*GOAL OF THE EXERCISE:* Give back only one number: how many lines in the data below contain the word "Common".

*ENTRIES PROVIDED:*
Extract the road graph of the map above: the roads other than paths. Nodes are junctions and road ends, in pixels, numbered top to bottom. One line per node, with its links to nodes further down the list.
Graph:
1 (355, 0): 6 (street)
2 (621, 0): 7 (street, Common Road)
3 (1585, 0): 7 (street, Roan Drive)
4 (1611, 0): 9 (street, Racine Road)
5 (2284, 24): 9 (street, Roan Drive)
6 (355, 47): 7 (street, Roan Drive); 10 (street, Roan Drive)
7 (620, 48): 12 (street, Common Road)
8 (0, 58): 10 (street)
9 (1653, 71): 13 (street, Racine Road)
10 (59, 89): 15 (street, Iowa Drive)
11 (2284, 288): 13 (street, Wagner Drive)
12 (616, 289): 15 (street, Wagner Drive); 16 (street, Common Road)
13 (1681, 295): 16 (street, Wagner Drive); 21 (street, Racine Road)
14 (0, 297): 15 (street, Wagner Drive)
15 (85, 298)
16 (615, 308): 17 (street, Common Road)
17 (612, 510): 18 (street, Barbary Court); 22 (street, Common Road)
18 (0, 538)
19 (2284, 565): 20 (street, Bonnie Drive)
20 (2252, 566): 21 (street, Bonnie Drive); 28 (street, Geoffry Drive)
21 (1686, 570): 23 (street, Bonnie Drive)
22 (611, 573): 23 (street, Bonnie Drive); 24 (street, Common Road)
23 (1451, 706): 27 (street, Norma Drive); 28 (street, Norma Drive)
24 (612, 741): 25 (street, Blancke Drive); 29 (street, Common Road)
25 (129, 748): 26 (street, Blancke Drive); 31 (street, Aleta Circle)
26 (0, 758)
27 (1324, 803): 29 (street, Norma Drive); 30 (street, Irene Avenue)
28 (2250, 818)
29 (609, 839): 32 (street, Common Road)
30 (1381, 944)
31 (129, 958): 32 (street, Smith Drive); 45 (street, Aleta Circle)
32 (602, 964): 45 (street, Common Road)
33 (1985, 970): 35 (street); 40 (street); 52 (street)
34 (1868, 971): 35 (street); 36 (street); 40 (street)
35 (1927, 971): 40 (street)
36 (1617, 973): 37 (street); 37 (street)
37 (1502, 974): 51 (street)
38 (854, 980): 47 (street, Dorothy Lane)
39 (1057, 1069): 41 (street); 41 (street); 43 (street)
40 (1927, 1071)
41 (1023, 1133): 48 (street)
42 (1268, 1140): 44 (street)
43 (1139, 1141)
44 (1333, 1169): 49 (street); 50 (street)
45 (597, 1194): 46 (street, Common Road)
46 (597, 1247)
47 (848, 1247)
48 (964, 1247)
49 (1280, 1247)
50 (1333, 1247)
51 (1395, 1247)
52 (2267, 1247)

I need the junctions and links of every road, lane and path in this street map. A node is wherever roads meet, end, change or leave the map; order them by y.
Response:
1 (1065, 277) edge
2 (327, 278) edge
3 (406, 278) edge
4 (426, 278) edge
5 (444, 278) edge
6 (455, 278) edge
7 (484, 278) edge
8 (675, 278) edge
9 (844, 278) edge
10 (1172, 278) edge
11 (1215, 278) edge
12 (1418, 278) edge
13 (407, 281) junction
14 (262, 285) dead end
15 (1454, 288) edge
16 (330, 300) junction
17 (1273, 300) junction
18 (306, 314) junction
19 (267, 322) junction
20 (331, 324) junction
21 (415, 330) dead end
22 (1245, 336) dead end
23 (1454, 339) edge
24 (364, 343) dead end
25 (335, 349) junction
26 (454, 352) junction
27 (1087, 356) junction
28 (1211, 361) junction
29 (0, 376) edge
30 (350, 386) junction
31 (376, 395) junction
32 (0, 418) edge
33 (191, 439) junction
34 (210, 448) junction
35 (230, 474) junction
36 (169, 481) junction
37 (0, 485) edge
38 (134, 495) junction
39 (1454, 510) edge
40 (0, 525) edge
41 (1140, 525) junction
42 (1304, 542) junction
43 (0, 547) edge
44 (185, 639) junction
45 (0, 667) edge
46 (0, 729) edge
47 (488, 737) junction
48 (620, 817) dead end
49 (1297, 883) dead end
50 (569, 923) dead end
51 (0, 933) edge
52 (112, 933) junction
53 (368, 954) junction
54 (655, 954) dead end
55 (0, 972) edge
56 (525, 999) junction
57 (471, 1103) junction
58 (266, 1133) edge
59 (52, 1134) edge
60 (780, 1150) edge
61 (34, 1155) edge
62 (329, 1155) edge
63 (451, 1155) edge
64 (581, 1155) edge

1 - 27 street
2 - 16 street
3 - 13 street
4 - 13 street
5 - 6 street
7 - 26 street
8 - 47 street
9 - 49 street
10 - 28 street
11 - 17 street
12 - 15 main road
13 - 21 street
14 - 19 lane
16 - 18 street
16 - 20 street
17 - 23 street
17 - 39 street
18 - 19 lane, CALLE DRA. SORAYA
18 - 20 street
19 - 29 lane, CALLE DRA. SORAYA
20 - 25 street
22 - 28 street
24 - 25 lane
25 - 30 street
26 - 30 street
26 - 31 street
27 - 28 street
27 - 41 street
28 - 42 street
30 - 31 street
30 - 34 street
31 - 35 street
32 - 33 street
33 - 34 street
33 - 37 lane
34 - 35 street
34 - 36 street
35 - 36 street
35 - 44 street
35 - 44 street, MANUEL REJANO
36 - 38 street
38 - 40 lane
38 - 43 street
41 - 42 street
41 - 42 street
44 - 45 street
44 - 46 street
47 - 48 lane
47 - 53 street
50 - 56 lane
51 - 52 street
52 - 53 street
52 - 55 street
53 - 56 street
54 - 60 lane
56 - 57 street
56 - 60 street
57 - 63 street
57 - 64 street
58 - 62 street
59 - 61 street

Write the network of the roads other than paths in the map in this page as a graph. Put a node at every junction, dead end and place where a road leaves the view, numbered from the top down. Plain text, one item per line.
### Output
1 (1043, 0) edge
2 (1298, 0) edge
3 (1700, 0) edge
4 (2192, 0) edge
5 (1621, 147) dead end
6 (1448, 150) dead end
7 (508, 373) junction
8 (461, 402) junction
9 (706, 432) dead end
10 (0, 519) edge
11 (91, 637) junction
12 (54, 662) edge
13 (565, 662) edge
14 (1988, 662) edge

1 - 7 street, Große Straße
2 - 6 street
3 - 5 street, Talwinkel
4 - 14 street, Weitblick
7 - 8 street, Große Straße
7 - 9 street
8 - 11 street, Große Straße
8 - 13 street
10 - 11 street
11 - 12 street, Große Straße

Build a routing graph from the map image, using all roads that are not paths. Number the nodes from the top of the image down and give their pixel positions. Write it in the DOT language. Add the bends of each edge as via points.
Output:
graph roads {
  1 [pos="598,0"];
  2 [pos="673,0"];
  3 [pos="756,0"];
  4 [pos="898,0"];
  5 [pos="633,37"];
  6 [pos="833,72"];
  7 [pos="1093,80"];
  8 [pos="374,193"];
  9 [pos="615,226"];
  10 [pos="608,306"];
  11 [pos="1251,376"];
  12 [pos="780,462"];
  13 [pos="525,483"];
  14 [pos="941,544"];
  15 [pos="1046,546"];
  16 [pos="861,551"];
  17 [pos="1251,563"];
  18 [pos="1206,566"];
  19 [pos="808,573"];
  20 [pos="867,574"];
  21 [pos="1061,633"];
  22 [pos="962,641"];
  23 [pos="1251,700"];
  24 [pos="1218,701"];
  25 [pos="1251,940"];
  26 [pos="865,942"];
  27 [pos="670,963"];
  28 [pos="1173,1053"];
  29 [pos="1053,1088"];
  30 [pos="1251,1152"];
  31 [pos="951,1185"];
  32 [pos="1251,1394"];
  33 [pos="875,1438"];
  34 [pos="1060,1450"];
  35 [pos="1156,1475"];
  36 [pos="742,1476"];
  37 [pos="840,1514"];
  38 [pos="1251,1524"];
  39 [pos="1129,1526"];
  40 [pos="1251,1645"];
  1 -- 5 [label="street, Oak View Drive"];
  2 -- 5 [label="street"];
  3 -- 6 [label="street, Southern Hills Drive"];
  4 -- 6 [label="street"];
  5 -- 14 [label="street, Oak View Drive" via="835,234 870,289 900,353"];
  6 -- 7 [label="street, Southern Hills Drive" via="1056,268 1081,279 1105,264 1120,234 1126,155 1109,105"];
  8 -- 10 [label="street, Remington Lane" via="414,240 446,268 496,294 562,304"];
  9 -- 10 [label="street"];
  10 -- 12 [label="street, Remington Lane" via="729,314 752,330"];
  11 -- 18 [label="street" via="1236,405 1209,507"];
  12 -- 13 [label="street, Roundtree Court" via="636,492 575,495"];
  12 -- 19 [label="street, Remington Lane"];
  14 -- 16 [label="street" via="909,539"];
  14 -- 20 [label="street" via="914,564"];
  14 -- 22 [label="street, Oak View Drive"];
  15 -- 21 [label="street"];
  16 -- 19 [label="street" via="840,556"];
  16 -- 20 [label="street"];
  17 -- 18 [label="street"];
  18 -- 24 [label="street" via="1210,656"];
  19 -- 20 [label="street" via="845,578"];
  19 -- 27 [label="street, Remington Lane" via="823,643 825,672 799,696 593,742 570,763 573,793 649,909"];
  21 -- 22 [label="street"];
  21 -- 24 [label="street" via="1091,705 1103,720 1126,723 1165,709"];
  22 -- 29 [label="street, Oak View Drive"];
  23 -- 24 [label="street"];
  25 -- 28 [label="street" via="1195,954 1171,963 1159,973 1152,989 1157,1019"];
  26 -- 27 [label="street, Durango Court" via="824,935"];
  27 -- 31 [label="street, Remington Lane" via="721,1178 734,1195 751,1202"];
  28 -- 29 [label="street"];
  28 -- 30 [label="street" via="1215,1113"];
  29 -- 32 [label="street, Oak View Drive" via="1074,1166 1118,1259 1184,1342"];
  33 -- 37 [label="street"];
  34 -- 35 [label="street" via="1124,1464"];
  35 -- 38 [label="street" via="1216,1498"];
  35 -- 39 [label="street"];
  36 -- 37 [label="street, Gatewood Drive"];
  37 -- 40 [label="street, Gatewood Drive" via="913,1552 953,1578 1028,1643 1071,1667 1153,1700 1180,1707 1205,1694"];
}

*COMPLETED EXERCISE:* 10